12 osób zginęło a ponad 160 trafiło do szpitali - to tragiczny bilans soboty na polskich drogach. Mimo tak dużej liczby wypadków i kolizji na drogach, było ich w sumie 110, to i tak o wiele mniej niż zwykle - pociesza Komenda Główna Policji.

Kiepskie warunki jazdy powodują, że kierowcy jeżdżą ostrożnie. W takie dni, jak wczoraj, kiedy nikt nie próbuje nawet jechać szybko, zwykle dochodzi do niegroźnych dla życia i zdrowia stłuczek. W tej chwili wszystkie drogi Warmii i Mazur są przejezdne. Mimo to na wielu szlakach można zobaczyć pługo-piaskarki. Wszystkie awarie udało się także usunąć elektrykom. Jeszcze wczoraj w województwie warmińsko-mazurskim bez prądu było kilkanaście wsi. Mimo to, w ciągu dnia, problemów na drogach może przybywać. Panuje przecież wzmożony przedświąteczny ruch. Z kłopotami będą musieli liczyć się przede wszystkim kierowcy podróżujący po drogach lokalnych. Reporter RMF, Roman Osica, rozmawiał z oficerami dyżurnymi w Komendzie Głównej Policji. Posłuchaj jego relacji:

Na Opolszczyźnie wszystkie drogi krajowe i wojewódzkie są przejezdne, na jezdni leży błoto pośniegowe i zajeżdżony śnieg. Najgorzej jest w rejonie Nysy, Otmuchowa, Głuchołaz i Głubczyc. Kierowcom na południu regionu jazdę utrudnia dość silny wiatr, który nawiewa na drogi śnieg, miejscami mogą tworzyć się zaspy. Na trasie Strzelce Opolskie - Gliwice, przy wjeździe na autostradę, doszło do wypadku autobusu. Jechali nim pasażerowie z Niemiec na Ukrainę. Samochód przy wyprzedzaniu zahaczył o pług i zjechał do rowu. Rannych zostało 20 osób – na szczęście nikt poważnie. Posłuchajcie też relacji opolskiego reportera RMF – Piotra Moca.

Kierowcy, którzy pomimo pogody wybiorą się w podróż powinni się przygotować na długie korki. Od kilku dni kolejek nie brakuje na przejściach granicznych. Tak jest na przykład w Kołbaskowie, w zachodniopomorskiem. Tylko w tym tygodniu celnicy odprawili prawie 100 tysięcy osób, wjeżdżających do Polski. Granice przekraczają głównie Polacy mieszkający na stałe w Niemczech. Jak co roku, przyjeżdżają na święta do swoich bliskich w kraju. Posłuchaj relacji naszego szczecińskiego reportera Piotra Lichoty:

Apelujemy do kierowców aby zachowali szczególną uwagę, na przykład przejeżdżając przez wiadukty czy mosty. Warto pamiętać o wyczyszczeniu szyb, i to nie tylko przednich, tak aby widoczność była zapewniona ze wszystkich stron.

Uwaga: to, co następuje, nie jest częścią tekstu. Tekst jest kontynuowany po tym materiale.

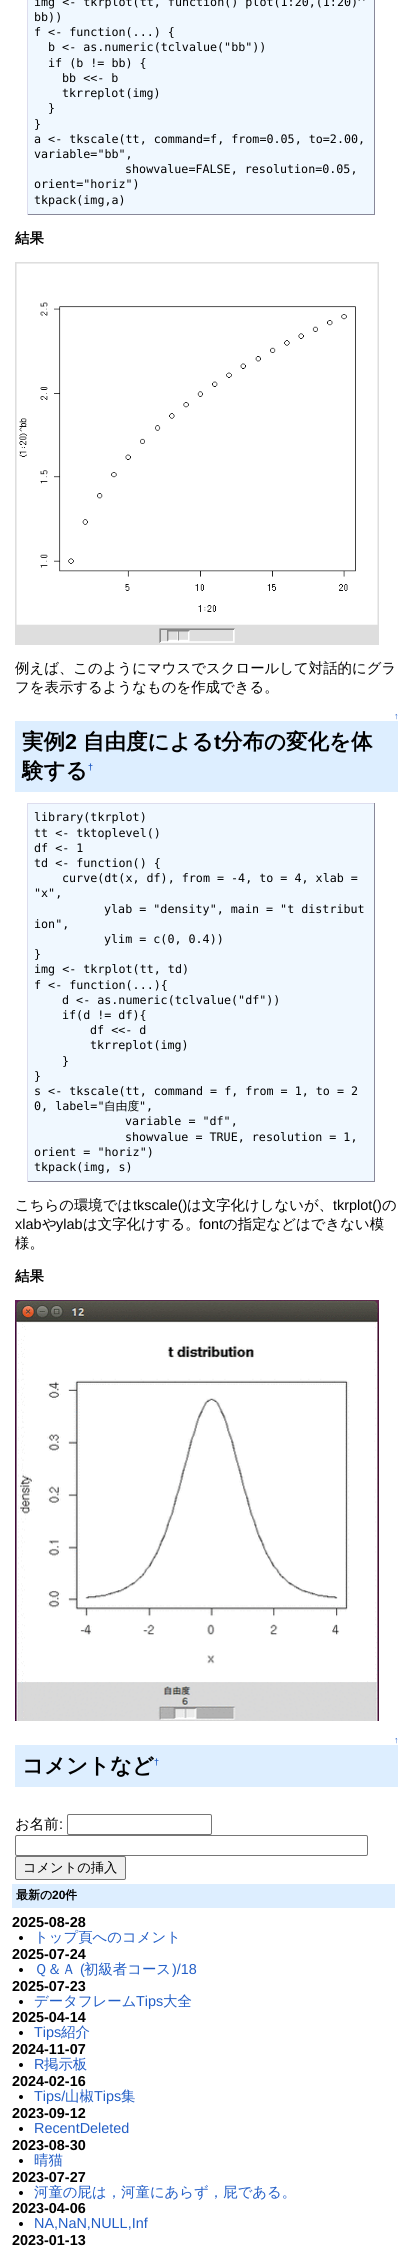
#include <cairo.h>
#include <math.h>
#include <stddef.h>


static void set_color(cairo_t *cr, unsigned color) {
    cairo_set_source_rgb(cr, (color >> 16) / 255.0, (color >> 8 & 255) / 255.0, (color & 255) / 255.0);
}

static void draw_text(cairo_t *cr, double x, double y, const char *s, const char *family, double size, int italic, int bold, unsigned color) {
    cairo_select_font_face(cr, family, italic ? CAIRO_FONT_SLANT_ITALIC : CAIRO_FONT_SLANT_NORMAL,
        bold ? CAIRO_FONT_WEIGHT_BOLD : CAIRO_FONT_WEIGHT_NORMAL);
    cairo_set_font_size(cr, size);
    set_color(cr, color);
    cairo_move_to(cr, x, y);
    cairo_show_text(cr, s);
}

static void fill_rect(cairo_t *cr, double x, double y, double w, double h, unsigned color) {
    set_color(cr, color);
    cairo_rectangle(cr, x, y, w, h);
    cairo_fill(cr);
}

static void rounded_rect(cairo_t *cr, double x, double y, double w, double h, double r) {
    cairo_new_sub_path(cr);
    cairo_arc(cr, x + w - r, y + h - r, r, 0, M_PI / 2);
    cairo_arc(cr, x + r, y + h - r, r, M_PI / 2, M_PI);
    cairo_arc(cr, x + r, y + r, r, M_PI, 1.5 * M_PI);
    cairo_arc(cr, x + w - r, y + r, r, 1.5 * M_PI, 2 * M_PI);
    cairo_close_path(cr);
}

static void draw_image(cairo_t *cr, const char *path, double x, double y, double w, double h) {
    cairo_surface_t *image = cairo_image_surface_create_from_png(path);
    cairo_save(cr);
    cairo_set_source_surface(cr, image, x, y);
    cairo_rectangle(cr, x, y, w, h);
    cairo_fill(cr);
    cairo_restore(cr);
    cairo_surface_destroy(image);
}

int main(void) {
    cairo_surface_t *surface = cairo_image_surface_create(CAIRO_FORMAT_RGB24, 407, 2251);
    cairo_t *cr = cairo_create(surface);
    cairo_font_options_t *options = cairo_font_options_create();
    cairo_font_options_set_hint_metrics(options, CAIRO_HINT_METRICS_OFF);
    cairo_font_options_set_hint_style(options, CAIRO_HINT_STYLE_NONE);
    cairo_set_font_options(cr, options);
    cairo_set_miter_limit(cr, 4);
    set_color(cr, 0xFFFFFF);
    cairo_paint(cr);
    fill_rect(cr, 28, 0, 346, 214, 0xF0F8FF);
    fill_rect(cr, 374, 0, 1, 215, 0x888899);
    fill_rect(cr, 27, 214, 348, 1, 0x888899);
    fill_rect(cr, 27, 0, 1, 215, 0xDDDDEE);
    draw_text(cr, 34, 6, "img <- tkrplot(tt, function() plot(1:20,(1:20)^", "DejaVu Sans Mono", 11.7, 0, 0, 0x000000);
    draw_text(cr, 34, 21, "bb))", "DejaVu Sans Mono", 11.7, 0, 0, 0x000000);
    draw_text(cr, 34, 36, "f <- function(...) {", "DejaVu Sans Mono", 11.7, 0, 0, 0x000000);
    draw_text(cr, 48, 51, "b <- as.numeric(tclvalue(\"bb\"))", "DejaVu Sans Mono", 11.7, 0, 0, 0x000000);
    draw_text(cr, 48, 67, "if (b != bb) {", "DejaVu Sans Mono", 11.7, 0, 0, 0x000000);
    draw_text(cr, 62, 82, "bb <<- b", "DejaVu Sans Mono", 11.7, 0, 0, 0x000000);
    draw_text(cr, 62, 97, "tkrreplot(img)", "DejaVu Sans Mono", 11.7, 0, 0, 0x000000);
    draw_text(cr, 48, 112, "}", "DejaVu Sans Mono", 11.7, 0, 0, 0x000000);
    draw_text(cr, 34, 128, "}", "DejaVu Sans Mono", 11.7, 0, 0, 0x000000);
    draw_text(cr, 34, 143, "a <- tkscale(tt, command=f, from=0.05, to=2.00,", "DejaVu Sans Mono", 11.7, 0, 0, 0x000000);
    draw_text(cr, 34, 158, "variable=\"bb\",", "DejaVu Sans Mono", 11.7, 0, 0, 0x000000);
    draw_text(cr, 125, 173, "showvalue=FALSE, resolution=0.05,", "DejaVu Sans Mono", 11.7, 0, 0, 0x000000);
    draw_text(cr, 34, 188, "orient=\"horiz\")", "DejaVu Sans Mono", 11.7, 0, 0, 0x000000);
    draw_text(cr, 34, 204, "tkpack(img,a)", "DejaVu Sans Mono", 11.7, 0, 0, 0x000000);
    draw_text(cr, 15, 243, "結果", "WenQuanYi Zen Hei", 14.4, 0, 1, 0x000000);
    draw_image(cr, "assets/img1.png", 15, 262, 364, 383);
    draw_text(cr, 15, 673, "例えば、このようにマウスでスクロールして対話的にグラ", "WenQuanYi Zen Hei Medium", 14.4, 0, 0, 0x000000);
    draw_text(cr, 15, 692, "フを表示するようなものを作成できる。", "WenQuanYi Zen Hei Medium", 14.4, 0, 0, 0x000000);
    draw_text(cr, 394, 719, "↑", "Liberation Sans", 9, 0, 0, 0x215DC6);
    fill_rect(cr, 15, 721, 383, 71, 0xDDEEFF);
    draw_text(cr, 22, 749, "実例", "WenQuanYi Zen Hei", 21.5, 0, 1, 0x000000);
    draw_text(cr, 65, 749, "2", "Liberation Sans", 21.5, 0, 1, 0x000000);
    draw_text(cr, 83, 749, "自由度による", "WenQuanYi Zen Hei", 21.5, 0, 1, 0x000000);
    draw_text(cr, 214, 749, "t", "Liberation Sans", 21.5, 0, 1, 0x000000);
    draw_text(cr, 221, 749, "分布の変化を体", "WenQuanYi Zen Hei", 21.5, 0, 1, 0x000000);
    draw_text(cr, 22, 778, "験する", "WenQuanYi Zen Hei", 21.5, 0, 1, 0x000000);
    draw_text(cr, 88, 770, "†", "Liberation Sans", 9, 0, 1, 0x215DC6);
    fill_rect(cr, 28, 804, 346, 377, 0xF0F8FF);
    fill_rect(cr, 27, 803, 348, 1, 0xDDDDEE);
    fill_rect(cr, 374, 803, 1, 379, 0x888899);
    fill_rect(cr, 27, 1181, 348, 1, 0x888899);
    fill_rect(cr, 27, 803, 1, 379, 0xDDDDEE);
    draw_text(cr, 34, 821, "library(tkrplot)", "DejaVu Sans Mono", 11.7, 0, 0, 0x000000);
    draw_text(cr, 34, 837, "tt <- tktoplevel()", "DejaVu Sans Mono", 11.7, 0, 0, 0x000000);
    draw_text(cr, 34, 852, "df <- 1", "DejaVu Sans Mono", 11.7, 0, 0, 0x000000);
    draw_text(cr, 34, 867, "td <- function() {", "DejaVu Sans Mono", 11.7, 0, 0, 0x000000);
    draw_text(cr, 62, 882, "curve(dt(x, df), from = -4, to = 4, xlab =", "DejaVu Sans Mono", 11.7, 0, 0, 0x000000);
    draw_text(cr, 34, 897, "\"x\",", "DejaVu Sans Mono", 11.7, 0, 0, 0x000000);
    draw_text(cr, 104, 913, "ylab = \"density\", main = \"t distribut", "DejaVu Sans Mono", 11.7, 0, 0, 0x000000);
    draw_text(cr, 34, 928, "ion\",", "DejaVu Sans Mono", 11.7, 0, 0, 0x000000);
    draw_text(cr, 104, 943, "ylim = c(0, 0.4))", "DejaVu Sans Mono", 11.7, 0, 0, 0x000000);
    draw_text(cr, 34, 958, "}", "DejaVu Sans Mono", 11.7, 0, 0, 0x000000);
    draw_text(cr, 34, 973, "img <- tkrplot(tt, td)", "DejaVu Sans Mono", 11.7, 0, 0, 0x000000);
    draw_text(cr, 34, 989, "f <- function(...){", "DejaVu Sans Mono", 11.7, 0, 0, 0x000000);
    draw_text(cr, 62, 1004, "d <- as.numeric(tclvalue(\"df\"))", "DejaVu Sans Mono", 11.7, 0, 0, 0x000000);
    draw_text(cr, 62, 1019, "if(d != df){", "DejaVu Sans Mono", 11.7, 0, 0, 0x000000);
    draw_text(cr, 90, 1034, "df <<- d", "DejaVu Sans Mono", 11.7, 0, 0, 0x000000);
    draw_text(cr, 90, 1049, "tkrreplot(img)", "DejaVu Sans Mono", 11.7, 0, 0, 0x000000);
    draw_text(cr, 62, 1065, "}", "DejaVu Sans Mono", 11.7, 0, 0, 0x000000);
    draw_text(cr, 34, 1080, "}", "DejaVu Sans Mono", 11.7, 0, 0, 0x000000);
    draw_text(cr, 34, 1095, "s <- tkscale(tt, command = f, from = 1, to = 2", "DejaVu Sans Mono", 11.7, 0, 0, 0x000000);
    draw_text(cr, 34, 1110, "0, label=\"", "DejaVu Sans Mono", 11.7, 0, 0, 0x000000);
    draw_text(cr, 104, 1110, "自由度", "WenQuanYi Zen Hei Medium", 11.7, 0, 0, 0x000000);
    draw_text(cr, 139, 1110, "\",", "DejaVu Sans Mono", 11.7, 0, 0, 0x000000);
    draw_text(cr, 125, 1125, "variable = \"df\",", "DejaVu Sans Mono", 11.7, 0, 0, 0x000000);
    draw_text(cr, 125, 1141, "showvalue = TRUE, resolution = 1,", "DejaVu Sans Mono", 11.7, 0, 0, 0x000000);
    draw_text(cr, 34, 1156, "orient = \"horiz\")", "DejaVu Sans Mono", 11.7, 0, 0, 0x000000);
    draw_text(cr, 34, 1171, "tkpack(img, s)", "DejaVu Sans Mono", 11.7, 0, 0, 0x000000);
    draw_text(cr, 15, 1210, "こちらの環境では", "WenQuanYi Zen Hei Medium", 14.4, 0, 0, 0x000000);
    draw_text(cr, 133, 1210, "tkscale()", "Liberation Sans", 14.4, 0, 0, 0x000000);
    draw_text(cr, 187, 1210, "は文字化けしないが、", "WenQuanYi Zen Hei Medium", 14.4, 0, 0, 0x000000);
    draw_text(cr, 333, 1210, "tkrplot()", "Liberation Sans", 14.4, 0, 0, 0x000000);
    draw_text(cr, 382, 1210, "の", "WenQuanYi Zen Hei Medium", 14.4, 0, 0, 0x000000);
    draw_text(cr, 15, 1229, "xlab", "Liberation Sans", 14.4, 0, 0, 0x000000);
    draw_text(cr, 42, 1229, "や", "WenQuanYi Zen Hei Medium", 14.4, 0, 0, 0x000000);
    draw_text(cr, 56, 1229, "ylab", "Liberation Sans", 14.4, 0, 0, 0x000000);
    draw_text(cr, 83, 1229, "は文字化けする。", "WenQuanYi Zen Hei Medium", 14.4, 0, 0, 0x000000);
    draw_text(cr, 199, 1229, "font", "Liberation Sans", 14.4, 0, 0, 0x000000);
    draw_text(cr, 223, 1229, "の指定などはできない模", "WenQuanYi Zen Hei Medium", 14.4, 0, 0, 0x000000);
    draw_text(cr, 15, 1248, "様。", "WenQuanYi Zen Hei Medium", 14.4, 0, 0, 0x000000);
    draw_text(cr, 15, 1281, "結果", "WenQuanYi Zen Hei", 14.4, 0, 1, 0x000000);
    draw_image(cr, "assets/img2.png", 15, 1300, 364, 421);
    draw_text(cr, 394, 1743, "↑", "Liberation Sans", 9, 0, 0, 0x215DC6);
    fill_rect(cr, 15, 1745, 383, 42, 0xDDEEFF);
    draw_text(cr, 22, 1773, "コメントなど", "WenQuanYi Zen Hei", 21.5, 0, 1, 0x000000);
    draw_text(cr, 154, 1765, "†", "Liberation Sans", 9, 0, 1, 0x215DC6);
    draw_text(cr, 15, 1829, "お名前", "WenQuanYi Zen Hei Medium", 14.4, 0, 0, 0x000000);
    draw_text(cr, 59, 1829, ":", "Liberation Sans", 14.4, 0, 0, 0x000000);
    rounded_rect(cr, 67.5, 1814.5, 144, 20, 1.5);
    set_color(cr, 0x767676);
    cairo_set_line_width(cr, 1);
    cairo_stroke(cr);
    rounded_rect(cr, 15.5, 1835.5, 352, 20, 1.5);
    cairo_stroke(cr);
    set_color(cr, 0xEFEFEF);
    rounded_rect(cr, 15.5, 1856.5, 110, 23, 1.5);
    cairo_fill_preserve(cr);
    set_color(cr, 0x767676);
    cairo_stroke(cr);
    draw_text(cr, 23, 1872, "コメントの挿入", "WenQuanYi Zen Hei Medium", 13.25, 0, 0, 0x000000);
    fill_rect(cr, 12, 1884, 383, 24, 0xDDEEFF);
    draw_text(cr, 16, 1899, "最新の", "WenQuanYi Zen Hei", 12, 0, 1, 0x000000);
    draw_text(cr, 52, 1899, "20", "Liberation Sans", 12, 0, 1, 0x000000);
    draw_text(cr, 65, 1899, "件", "WenQuanYi Zen Hei", 12, 0, 1, 0x000000);
    draw_text(cr, 12, 1927, "2025-08-28", "Liberation Sans", 14.4, 0, 1, 0x000000);
    cairo_new_path(cr);
    cairo_arc(cr, 21, 1938, 2, 0, 2 * M_PI);
    cairo_fill(cr);
    draw_text(cr, 34, 1942, "トップ頁へのコメント", "WenQuanYi Zen Hei Medium", 14.4, 0, 0, 0x215DC6);
    draw_text(cr, 12, 1959, "2025-07-24", "Liberation Sans", 14.4, 0, 1, 0x000000);
    cairo_new_path(cr);
    cairo_arc(cr, 21, 1970, 2, 0, 2 * M_PI);
    cairo_fill(cr);
    draw_text(cr, 34, 1974, "Ｑ＆Ａ", "WenQuanYi Zen Hei Medium", 14.4, 0, 0, 0x215DC6);
    draw_text(cr, 80, 1974, "(", "Liberation Sans", 14.4, 0, 0, 0x215DC6);
    draw_text(cr, 84, 1974, "初級者コース", "WenQuanYi Zen Hei Medium", 14.4, 0, 0, 0x215DC6);
    draw_text(cr, 172, 1974, ")/18", "Liberation Sans", 14.4, 0, 0, 0x215DC6);
    draw_text(cr, 12, 1991, "2025-07-23", "Liberation Sans", 14.4, 0, 1, 0x000000);
    cairo_new_path(cr);
    cairo_arc(cr, 21, 2002, 2, 0, 2 * M_PI);
    cairo_fill(cr);
    draw_text(cr, 34, 2006, "データフレーム", "WenQuanYi Zen Hei Medium", 14.4, 0, 0, 0x215DC6);
    draw_text(cr, 136, 2006, "Tips", "Liberation Sans", 14.4, 0, 0, 0x215DC6);
    draw_text(cr, 163, 2006, "大全", "WenQuanYi Zen Hei Medium", 14.4, 0, 0, 0x215DC6);
    draw_text(cr, 12, 2022, "2025-04-14", "Liberation Sans", 14.4, 0, 1, 0x000000);
    cairo_new_path(cr);
    cairo_arc(cr, 21, 2033, 2, 0, 2 * M_PI);
    cairo_fill(cr);
    draw_text(cr, 34, 2037, "Tips", "Liberation Sans", 14.4, 0, 0, 0x215DC6);
    draw_text(cr, 61, 2037, "紹介", "WenQuanYi Zen Hei Medium", 14.4, 0, 0, 0x215DC6);
    draw_text(cr, 12, 2054, "2024-11-07", "Liberation Sans", 14.4, 0, 1, 0x000000);
    cairo_new_path(cr);
    cairo_arc(cr, 21, 2065, 2, 0, 2 * M_PI);
    cairo_fill(cr);
    draw_text(cr, 34, 2069, "R", "Liberation Sans", 14.4, 0, 0, 0x215DC6);
    draw_text(cr, 44, 2069, "掲示板", "WenQuanYi Zen Hei Medium", 14.4, 0, 0, 0x215DC6);
    draw_text(cr, 12, 2086, "2024-02-16", "Liberation Sans", 14.4, 0, 1, 0x000000);
    cairo_new_path(cr);
    cairo_arc(cr, 21, 2097, 2, 0, 2 * M_PI);
    cairo_fill(cr);
    draw_text(cr, 34, 2101, "Tips/", "Liberation Sans", 14.4, 0, 0, 0x215DC6);
    draw_text(cr, 65, 2101, "山椒", "WenQuanYi Zen Hei Medium", 14.4, 0, 0, 0x215DC6);
    draw_text(cr, 94, 2101, "Tips", "Liberation Sans", 14.4, 0, 0, 0x215DC6);
    draw_text(cr, 121, 2101, "集", "WenQuanYi Zen Hei Medium", 14.4, 0, 0, 0x215DC6);
    draw_text(cr, 12, 2118, "2023-09-12", "Liberation Sans", 14.4, 0, 1, 0x000000);
    cairo_new_path(cr);
    cairo_arc(cr, 21, 2129, 2, 0, 2 * M_PI);
    cairo_fill(cr);
    draw_text(cr, 34, 2133, "RecentDeleted", "Liberation Sans", 14.4, 0, 0, 0x215DC6);
    draw_text(cr, 12, 2150, "2023-08-30", "Liberation Sans", 14.4, 0, 1, 0x000000);
    cairo_new_path(cr);
    cairo_arc(cr, 21, 2161, 2, 0, 2 * M_PI);
    cairo_fill(cr);
    draw_text(cr, 34, 2165, "晴猫", "WenQuanYi Zen Hei Medium", 14.4, 0, 0, 0x215DC6);
    draw_text(cr, 12, 2182, "2023-07-27", "Liberation Sans", 14.4, 0, 1, 0x000000);
    cairo_new_path(cr);
    cairo_arc(cr, 21, 2193, 2, 0, 2 * M_PI);
    cairo_fill(cr);
    draw_text(cr, 34, 2197, "河童の屁は，河童にあらず，屁である。", "WenQuanYi Zen Hei Medium", 14.4, 0, 0, 0x215DC6);
    draw_text(cr, 12, 2213, "2023-04-06", "Liberation Sans", 14.4, 0, 1, 0x000000);
    cairo_new_path(cr);
    cairo_arc(cr, 21, 2224, 2, 0, 2 * M_PI);
    cairo_fill(cr);
    draw_text(cr, 34, 2228, "NA,NaN,NULL,Inf", "Liberation Sans", 14.4, 0, 0, 0x215DC6);
    draw_text(cr, 12, 2245, "2023-01-13", "Liberation Sans", 14.4, 0, 1, 0x000000);
    cairo_surface_write_to_png(surface, "output.png");
    cairo_font_options_destroy(options);
    cairo_destroy(cr);
    cairo_surface_destroy(surface);
    return 0;
}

Problemy nadal czekają kierowców w Małopolsce - nieprzejezdne są drogi gminne w powiecie myślenickim - od wczoraj nie można dotrzeć do Lipnia. Zasypana jest także trasa Przeginia - Czubrowice oraz droga z Sosowa do Woli Kalinowskiej. Na poważne utrudnienia trzeba się przygotować na bocznych trasach w okolicy Miechowa, Chrzanowa oraz w powiecie Słomnickim. Drogi krajowe i wojewódzkie - są przejezdne.

W lubelskiem pociągi dziś nie mają opóźnień, także autobusy PKS wyruszyły rano w trasę. Na niektórych drogach lokalnych, jeśli kierowca widzi, że nie przejedzie - skraca kurs. Opóźnienia są wtedy raczej niewielkie.

W województwie pomorskim, choć nawierzchnie wszystkich głównych tras są czarne kierowcy mają spore kłopoty – we wszystkich większych miastach województwa jezdnie są oblodzone. Na drogach panuje duży ruch – mieszkańcy Trójmiasta, Kartuz czy Tczewa właśnie teraz wybierają się na ostatnie świąteczne zakupy. W całym regionie od rano doszło jedynie do jednego i to nie groźnego wypadku.

Złe warunki panują na całym obszarze województwa śląskiego. Wczoraj najgorzej jeździło się drogami wokół Częstochowy. Dzisiaj jest znacznie lepiej, ale ciągle w tamtym rejonie są nieprzejezdne odcinki dróg lokalnych. Bez przeszkód jeździ się natomiast wszystkimi głównymi trasami województwa. Niestety na poprawę warunków nie można liczyć. Od rana w całym regionie pada i będzie padał śnieg.